The translation of the work is overall clean and very readable—which is a blessing for any familiar with John of St. Thomas’ specialized academic Latin. It is marred by few typos (e.g., p. 91 contains three such). The presentation includes outlines of each major chapter that follow the contours of the work as indicated by John himself, and which outlines are keyed to the text via paragraph numbers. This attention to order makes the book easily adapted to study and reference with others.

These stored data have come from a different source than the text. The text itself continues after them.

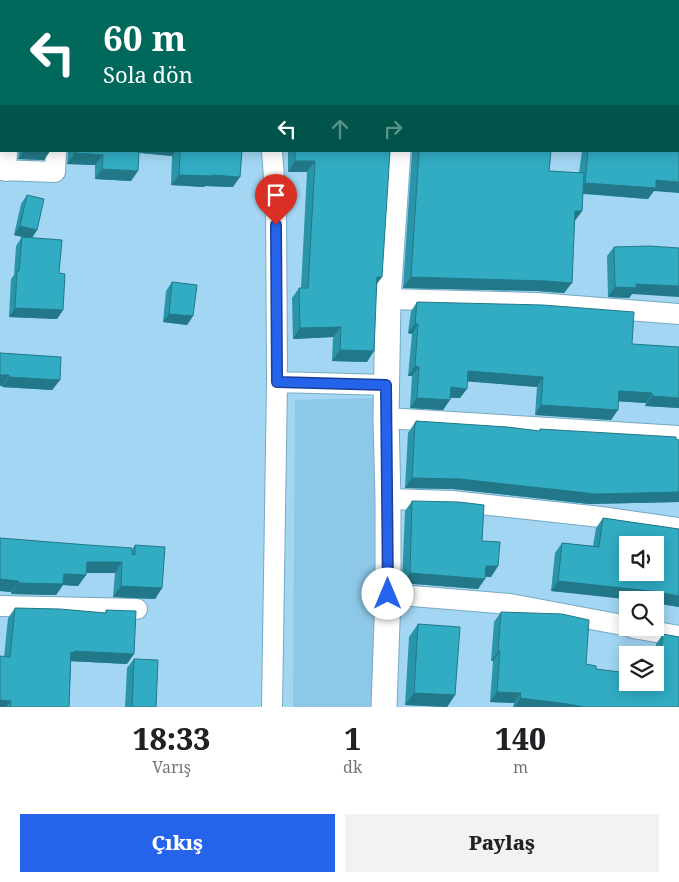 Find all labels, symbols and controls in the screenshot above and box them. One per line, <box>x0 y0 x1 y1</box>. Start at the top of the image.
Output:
text: 60 m <box>103 14 186 61</box>
icon: left <box>20 20 85 85</box>
text: Sola dön <box>103 59 193 89</box>
icon: left <box>273 115 301 143</box>
icon: ahead <box>326 115 354 143</box>
icon: right <box>379 115 407 143</box>
pin <box>255 174 297 225</box>
icon: arrive <box>262 181 290 209</box>
map controls <box>619 536 664 691</box>
button: sound <box>619 536 664 581</box>
position arrow <box>361 567 413 619</box>
button: search <box>619 591 664 636</box>
button: layers <box>619 646 664 691</box>
text: 18:33 <box>133 718 210 759</box>
text: 1 <box>344 718 361 759</box>
text: 140 <box>495 718 546 759</box>
text: Varış <box>152 756 191 778</box>
text: dk <box>343 756 362 778</box>
text: m <box>513 756 528 778</box>
button: Çıkış <box>20 814 335 872</box>
button: Paylaş <box>345 814 659 872</box>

I will note, briefly, two aspects of John’s treatise that will be of particular interest to modern readers as such. The first is the lengthy consideration, in the second chapter, of the distinction of the gifts of the Holy Spirit from the acquired virtues and the theological virtues. While the difference between the naturally acquired virtues and the gifts is established easily enough, John scrupulously examines the received Scotistic position that identified the theological virtues and the gifts, making the latter modes of the former since the both arise from the same Divine cause. Working out the layers and priority of causality illuminates the compound character of human agency striving for its ultimate end, as John notes (citing, as is his wont, Cajetan as an authority):
Cajetan notes quite pointedly in this connection that there is in the soul a threefold principle moving it to the good, that is, according to a moral rule and not only efficiently. The first principle is the human mind endowed with the natural light of reason and prudence. The second is the human mind adorned with the light of grace and faith, but still limited to its human capacity, zeal, and industry. The third is the human mind as it is impelled by the impulse of the Holy Spirit. This new impulse not only moves it efficiently. It also rules over the human mind and directs it to action far exceeding human capacity and the meagre standards of human industry and zeal. In this manner the unction of the Holy Spirit teaches us all things. (I Jn 2:27) Motions proceeding from the first principles are in direct relationship to the acquired virtues. Movement under the aegis of the second principle corresponds to the infused virtues. Human activity sponsored by the third principle is linked in a relationship to the gifts, measured and moving upon a higher plane. (John of St. Thomas, The Gifts of the Holy Spirit, p. 76)
This results, according to John, in a new formal mode of knowing insofar as the human soul moves on a higher plane by the sponsoring causality of the Holy Spirit. That is, “these gifts are given so that a man may operate with a certain connaturality toward things divine, and, moved by an impulse of the Holy Spirit, as St. Thomas teaches, he may, as it were, have contact with divinity.” (ibid., 63) This elevation of even the supernatural virtues seems to me to shed light on the nuanced relationship between nature and grace—it at least taught me that more must be considered. That is (see ibid., 43–44) the operation of even the theological virtues is subject to a limitation on the part of the virtue itself:
Faith, for example, is of its very nature imperfect, inscrutable and obscure. The eyes remain enshrouded in darkness . . . . This defect is removed by a further perfection, which is called a gift, because it exceeds the ordinary manner of human operation. In this case it is the gift of understanding. This gift enables the intellect to penetrate more clearly the suitability and credibility of the things of faith. (ibid., p. 44)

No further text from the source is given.